Les intros/outros de morceaux et les interludes ("Parallella" et "el-roi") sont composées de plages ambient, d'enregistrements de voix ou de légers glitchs et permettent à l'album de respirer même s'ils nuisent parfois à l'instantanéité des morceaux, comme sur le tube "Call for the Blood". Ce dernier condense les talents du groupe, avec des riffs/licks de guitare intelligents, une structure non conventionnelle (le morceau commence par ce qui s'apparente au refrain) et des phrases accrocheuses tout en ne sacrifiant pas l'agressivité. Pareil sur l'autre single, "Spearmint Revolt", qui n'hésite pas à sombrer dans le noise assumé après un segment mélodique et un riff sauvage en mid-tempo. Autant de choix audacieux que la grande majorité des groupes de metalcore faisant le pari de la mélodie n'auraient pas osés.
Pour autant, tout n'est pas heureux sur "Deathrattle Sing for Me". Certains passages restent quand même trop mélodiques-faciles comme le dernier refrain de "A Killing Word" ou "Aria Obscura". Du haut de ses 53 minutes, l'album n'évite pas le remplissage, comme sur "Memorial Hoard" ou "Any%". Mais, malgré cela, rares sont les morceaux sans idées : "A Killing Word" propose un riff groovy qui aurait sonné ringard avec n'importe quel autre groupe, "Aria Obscura" fait revenir le mathcore originel, ou encore l'excellente instru de "W W A V V E". Ces prouesses sont surtout à créditer à l'habileté et à la justesse du mix, qui permettent aux innovations de composition de pleinement s'exprimer. Même l'essai plus mélancolique et paisible, "Penny Margs", marche très bien dans sa première partie qui accumule la tension avant d'exploser dans une deuxième moitié aussi convaincante. En revanche, pari moins réussi pour le morceau de clôture, "Heartache" est ses huit minutes qui s'étirent un peu trop longtemps.

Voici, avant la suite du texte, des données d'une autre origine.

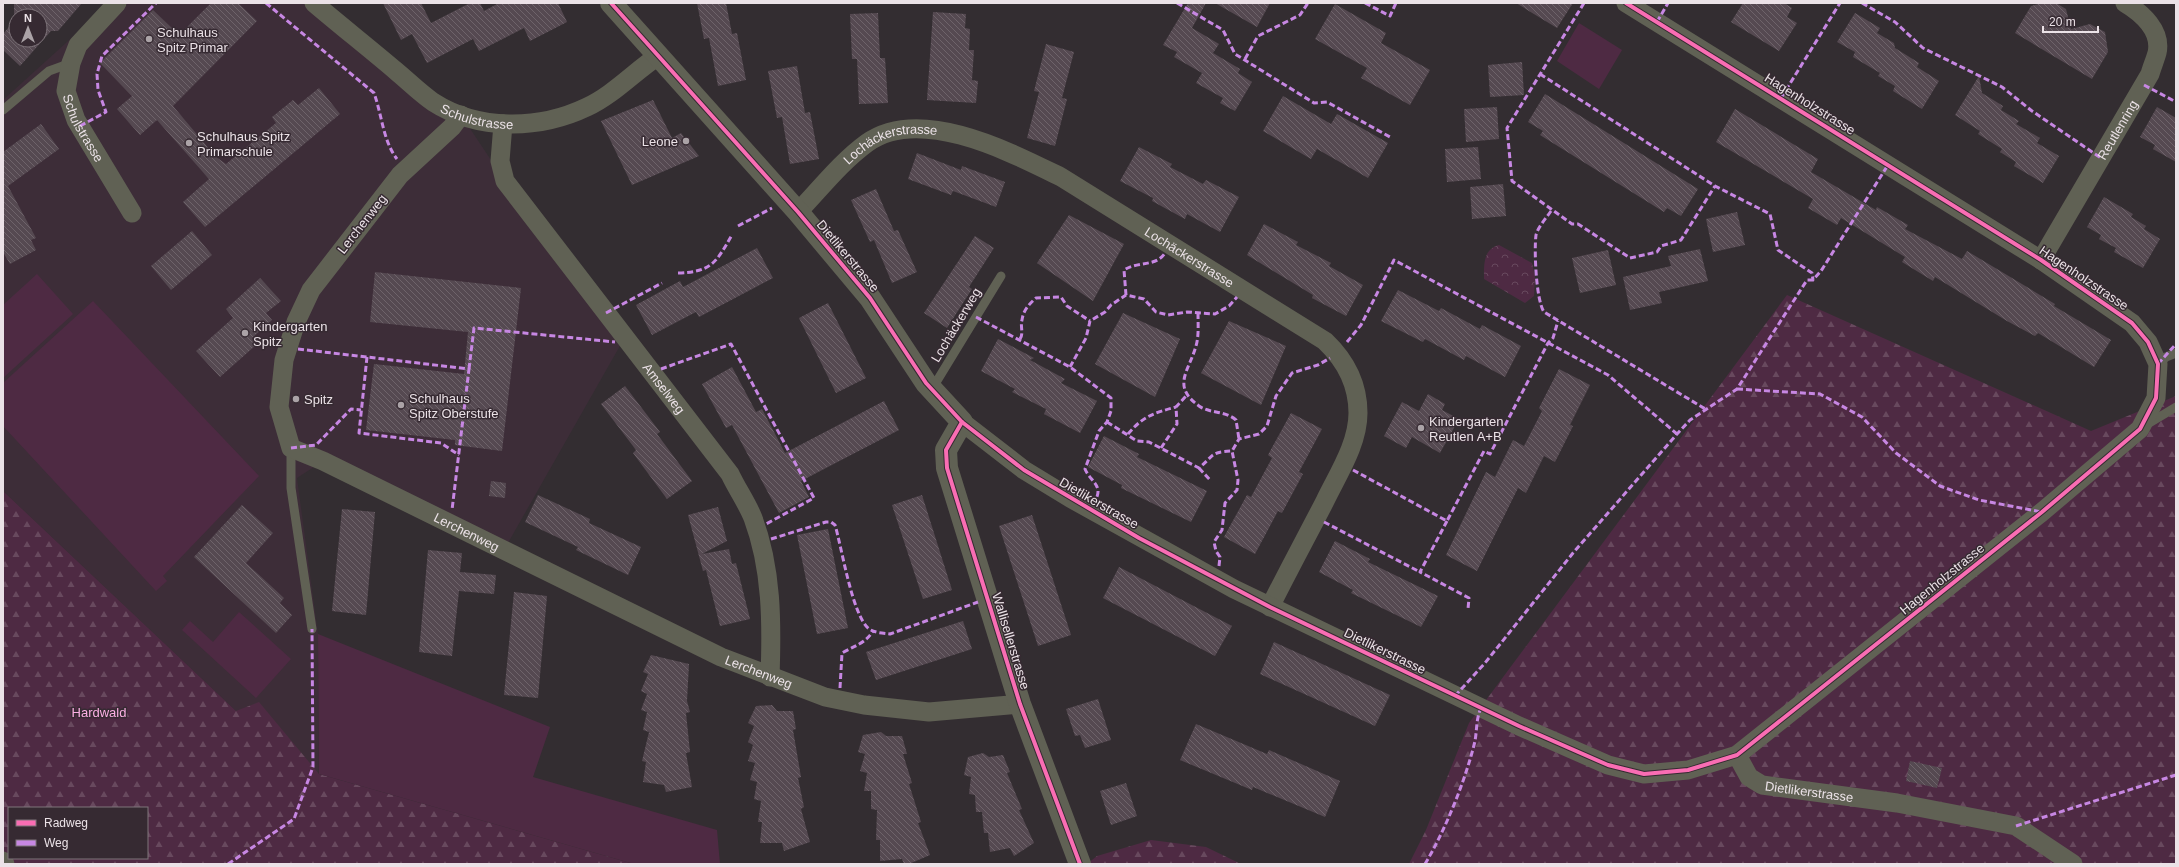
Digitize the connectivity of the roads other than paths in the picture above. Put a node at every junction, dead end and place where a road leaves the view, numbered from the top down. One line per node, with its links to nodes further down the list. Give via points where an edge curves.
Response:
1 (117, 3): 7 (street, Schulstrasse, via 78,45)
2 (314, 3): 9 (street, Schulstrasse, via 433,102)
3 (610, 3): 6 (street, Dietlikerstrasse)
4 (1626, 3): 13 (street, Hagenholzstrasse)
5 (2125, 3): 13 (street, Reutlenring, via 2135,9 2155,30 2158,52 2150,74)
6 (658, 56): 10 (street, Schulstrasse, via 609,94 571,114 530,124); 11 (street, Dietlikerstrasse)
7 (71, 63): 8 (lane, via 49,71); 12 (street, Schulstrasse, via 66,91 76,120)
8 (3, 110)
9 (461, 115): 10 (street, Schulstrasse); 21 (street, Lerchenweg, via 452,127 400,175 311,290 296,322 284,360 279,407)
10 (503, 124): 24 (street, Amselweg, via 500,161 505,181 730,474 752,517 767,572 772,622)
11 (798, 212): 17 (street, Dietlikerstrasse, via 870,298); 22 (street, Lochäckerstrasse, via 854,153 881,135 908,128 924,128 982,142 1025,159 1060,177 1325,341 1338,353 1351,375 1357,395 1355,434 1341,469)
12 (132, 213)
13 (2041, 260): 16 (street, Hagenholzstrasse, via 2132,323 2148,342)
14 (1001, 276): 17 (lane, Lochäckerweg)
15 (2176, 354): 16 (lane, via 2166,357)
16 (2158, 364): 20 (street, Hagenholzstrasse, via 2156,398)
17 (932, 389): 19 (street, Dietlikerstrasse)
18 (2176, 407): 20 (lane)
19 (962, 422): 22 (street, Dietlikerstrasse, via 1024,470 1070,498 1139,538); 25 (street, Wallisellerstrasse, via 946,450 947,468)
20 (2140, 428): 26 (street, Hagenholzstrasse, via 2042,512)
21 (292, 448): 23 (lane, via 291,488); 24 (street, Lerchenweg, via 714,654)
22 (1270, 607): 26 (street, Dietlikerstrasse, via 1519,726 1608,765 1644,774 1688,770)
23 (312, 629)
24 (770, 677): 25 (street, Lerchenweg, via 833,699 891,709 929,712)
25 (1020, 704): 29 (street, Wallisellerstrasse)
26 (1737, 755): 30 (street, Dietlikerstrasse, via 1749,777 1762,785 1897,803 2016,826)
27 (3, 861): 28 (street)
28 (5, 864)
29 (1080, 864)
30 (2073, 864)

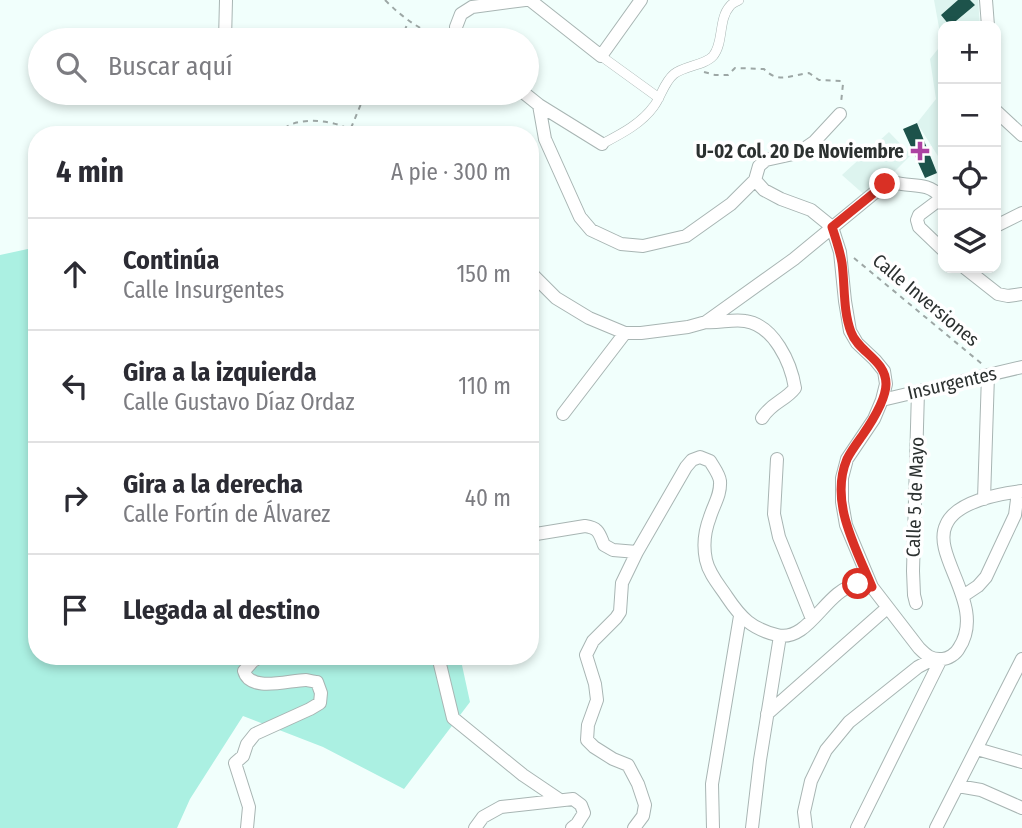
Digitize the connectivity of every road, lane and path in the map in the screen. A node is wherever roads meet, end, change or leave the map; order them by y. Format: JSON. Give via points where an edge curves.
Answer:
{"nodes":[{"id":1,"x":226,"y":0,"type":"edge"},
{"id":2,"x":385,"y":0,"type":"edge"},
{"id":3,"x":528,"y":0,"type":"edge"},
{"id":4,"x":641,"y":0,"type":"edge"},
{"id":5,"x":739,"y":0,"type":"edge"},
{"id":6,"x":986,"y":0,"type":"edge"},
{"id":7,"x":504,"y":1,"type":"edge"},
{"id":8,"x":408,"y":21,"type":"junction"},
{"id":9,"x":988,"y":21,"type":"edge"},
{"id":10,"x":225,"y":28,"type":"edge"},
{"id":11,"x":405,"y":28,"type":"edge"},
{"id":12,"x":418,"y":28,"type":"edge"},
{"id":13,"x":456,"y":28,"type":"edge"},
{"id":14,"x":601,"y":56,"type":"junction"},
{"id":15,"x":707,"y":61,"type":"junction"},
{"id":16,"x":659,"y":98,"type":"junction"},
{"id":17,"x":361,"y":105,"type":"edge"},
{"id":18,"x":540,"y":105,"type":"joint"},
{"id":19,"x":840,"y":114,"type":"joint"},
{"id":20,"x":1001,"y":116,"type":"edge"},
{"id":21,"x":289,"y":126,"type":"edge"},
{"id":22,"x":342,"y":126,"type":"edge"},
{"id":23,"x":352,"y":126,"type":"edge"},
{"id":24,"x":1022,"y":135,"type":"edge"},
{"id":25,"x":602,"y":145,"type":"joint"},
{"id":26,"x":755,"y":180,"type":"junction"},
{"id":27,"x":1022,"y":214,"type":"edge"},
{"id":28,"x":1001,"y":224,"type":"edge"},
{"id":29,"x":832,"y":227,"type":"junction"},
{"id":30,"x":938,"y":244,"type":"edge"},
{"id":31,"x":840,"y":252,"type":"junction"},
{"id":32,"x":971,"y":273,"type":"edge"},
{"id":33,"x":539,"y":281,"type":"edge"},
{"id":34,"x":1022,"y":294,"type":"edge"},
{"id":35,"x":706,"y":322,"type":"junction"},
{"id":36,"x":625,"y":334,"type":"junction"},
{"id":37,"x":1022,"y":367,"type":"edge"},
{"id":38,"x":988,"y":375,"type":"junction"},
{"id":39,"x":918,"y":391,"type":"junction"},
{"id":40,"x":882,"y":400,"type":"junction"},
{"id":41,"x":563,"y":414,"type":"dead end"},
{"id":42,"x":762,"y":418,"type":"dead end"},
{"id":43,"x":777,"y":459,"type":"dead end"},
{"id":44,"x":1020,"y":491,"type":"edge"},
{"id":45,"x":984,"y":499,"type":"junction"},
{"id":46,"x":539,"y":534,"type":"edge"},
{"id":47,"x":637,"y":551,"type":"junction"},
{"id":48,"x":872,"y":587,"type":"junction"},
{"id":49,"x":963,"y":596,"type":"junction"},
{"id":50,"x":916,"y":603,"type":"dead end"},
{"id":51,"x":887,"y":608,"type":"junction"},
{"id":52,"x":740,"y":617,"type":"junction"},
{"id":53,"x":812,"y":619,"type":"junction"},
{"id":54,"x":780,"y":636,"type":"junction"},
{"id":55,"x":937,"y":659,"type":"junction"},
{"id":56,"x":1022,"y":659,"type":"edge"},
{"id":57,"x":249,"y":665,"type":"edge"},
{"id":58,"x":440,"y":665,"type":"edge"},
{"id":59,"x":767,"y":714,"type":"junction"},
{"id":60,"x":977,"y":750,"type":"junction"},
{"id":61,"x":1022,"y":762,"type":"edge"},
{"id":62,"x":958,"y":786,"type":"junction"},
{"id":63,"x":560,"y":800,"type":"junction"},
{"id":64,"x":1022,"y":808,"type":"edge"},
{"id":65,"x":247,"y":828,"type":"edge"},
{"id":66,"x":475,"y":828,"type":"edge"},
{"id":67,"x":572,"y":828,"type":"edge"},
{"id":68,"x":634,"y":828,"type":"edge"},
{"id":69,"x":713,"y":828,"type":"edge"},
{"id":70,"x":752,"y":828,"type":"edge"},
{"id":71,"x":806,"y":828,"type":"edge"},
{"id":72,"x":857,"y":828,"type":"edge"},
{"id":73,"x":936,"y":828,"type":"edge"}],
"edges":[{"from":1,"to":10,"type":"street"},
{"from":2,"to":8,"type":"path"},
{"from":3,"to":7,"type":"street"},
{"from":3,"to":14,"type":"street"},
{"from":4,"to":14,"type":"street"},
{"from":5,"to":15,"type":"street","via":[[730,6],[714,56]]},
{"from":6,"to":9,"type":"street"},
{"from":7,"to":13,"type":"street","via":[[472,7],[461,14]]},
{"from":8,"to":11,"type":"path"},
{"from":8,"to":12,"type":"path"},
{"from":14,"to":16,"type":"street"},
{"from":15,"to":16,"type":"street","via":[[671,76]]},
{"from":15,"to":19,"type":"path","via":[[702,70],[715,75],[728,75],[735,68],[764,69],[778,79],[809,73],[819,80],[841,81]]},
{"from":16,"to":25,"type":"street","via":[[634,126]]},
{"from":17,"to":23,"type":"path"},
{"from":18,"to":25,"type":"street"},
{"from":18,"to":26,"type":"street","via":[[545,139],[580,217],[591,230],[621,244],[643,246],[686,236],[731,204]]},
{"from":19,"to":26,"type":"street","via":[[798,153],[766,160]]},
{"from":20,"to":24,"type":"street"},
{"from":21,"to":22,"type":"path","via":[[314,120]]},
{"from":26,"to":29,"type":"street","via":[[781,199],[811,210]]},
{"from":27,"to":28,"type":"street"},
{"from":29,"to":30,"type":"street","via":[[893,181],[938,193],[939,200],[917,220]]},
{"from":29,"to":31,"type":"street"},
{"from":29,"to":35,"type":"street"},
{"from":31,"to":38,"type":"path","name":"Calle Inversiones","via":[[851,256],[987,368]]},
{"from":31,"to":40,"type":"street","via":[[850,331],[884,371]]},
{"from":32,"to":34,"type":"street","via":[[998,294]]},
{"from":33,"to":36,"type":"street","via":[[556,298]]},
{"from":35,"to":36,"type":"street"},
{"from":35,"to":42,"type":"street","via":[[745,321],[760,326],[775,340],[795,388]]},
{"from":36,"to":41,"type":"street"},
{"from":37,"to":38,"type":"street","name":"Insurgentes"},
{"from":38,"to":39,"type":"street","name":"Insurgentes"},
{"from":38,"to":45,"type":"street"},
{"from":39,"to":40,"type":"street","name":"Insurgentes"},
{"from":39,"to":50,"type":"street","name":"Calle 5 de Mayo"},
{"from":40,"to":48,"type":"street","via":[[847,459],[842,478],[846,525]]},
{"from":43,"to":53,"type":"street","via":[[774,514],[779,537]]},
{"from":44,"to":45,"type":"street"},
{"from":44,"to":49,"type":"street","via":[[1015,515],[986,576]]},
{"from":45,"to":49,"type":"street","via":[[954,513],[943,533]]},
{"from":46,"to":47,"type":"street","via":[[585,526],[594,528],[604,545],[613,550]]},
{"from":47,"to":52,"type":"street","via":[[686,467],[700,457],[710,461],[720,480],[720,493],[705,535],[706,562]]},
{"from":47,"to":68,"type":"street","via":[[622,583],[620,611],[586,654],[597,700],[587,740],[628,765],[645,805]]},
{"from":48,"to":51,"type":"street"},
{"from":48,"to":53,"type":"street","via":[[848,587]]},
{"from":49,"to":55,"type":"street","via":[[964,640],[957,652]]},
{"from":51,"to":55,"type":"street","via":[[919,648]]},
{"from":51,"to":59,"type":"street"},
{"from":52,"to":54,"type":"street","via":[[755,628]]},
{"from":52,"to":69,"type":"street","via":[[712,784]]},
{"from":53,"to":54,"type":"street","via":[[792,635]]},
{"from":54,"to":59,"type":"street"},
{"from":55,"to":71,"type":"street","via":[[918,667],[849,722],[826,750],[811,781],[804,812]]},
{"from":55,"to":72,"type":"street"},
{"from":56,"to":60,"type":"street"},
{"from":57,"to":65,"type":"street","via":[[244,671],[248,680],[306,680],[317,682],[321,693],[320,703],[255,734],[235,763],[249,807]]},
{"from":58,"to":63,"type":"street","via":[[453,718]]},
{"from":59,"to":70,"type":"street"},
{"from":60,"to":61,"type":"street"},
{"from":60,"to":62,"type":"street"},
{"from":62,"to":64,"type":"street","via":[[981,790]]},
{"from":62,"to":73,"type":"street"},
{"from":63,"to":66,"type":"street","via":[[501,807],[483,817]]},
{"from":63,"to":67,"type":"street","via":[[581,804],[584,813]]}]}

Norma Jean est une énigme à bien des égards. Je ne serai pas prêt de les défendre sur tout (et encore moins sur les divagations droitières du chanteur), mais je dois avouer que musicalement, je les pardonne bien plus aisément que d'autres groupes qui s'adonnent au mélodique. C'est là toute la force du groupe, de se positionner entre deux scènes et d'arriver à y créer une proposition cohérente et puissante d'identité. "Deathrattle Sing for Me" n'est pas dénué de tout reproche, mais c'est un album qui fait du bien car on sent que jamais il ne se retient et qu'il est exactement ce que les membres ont voulu faire de lui.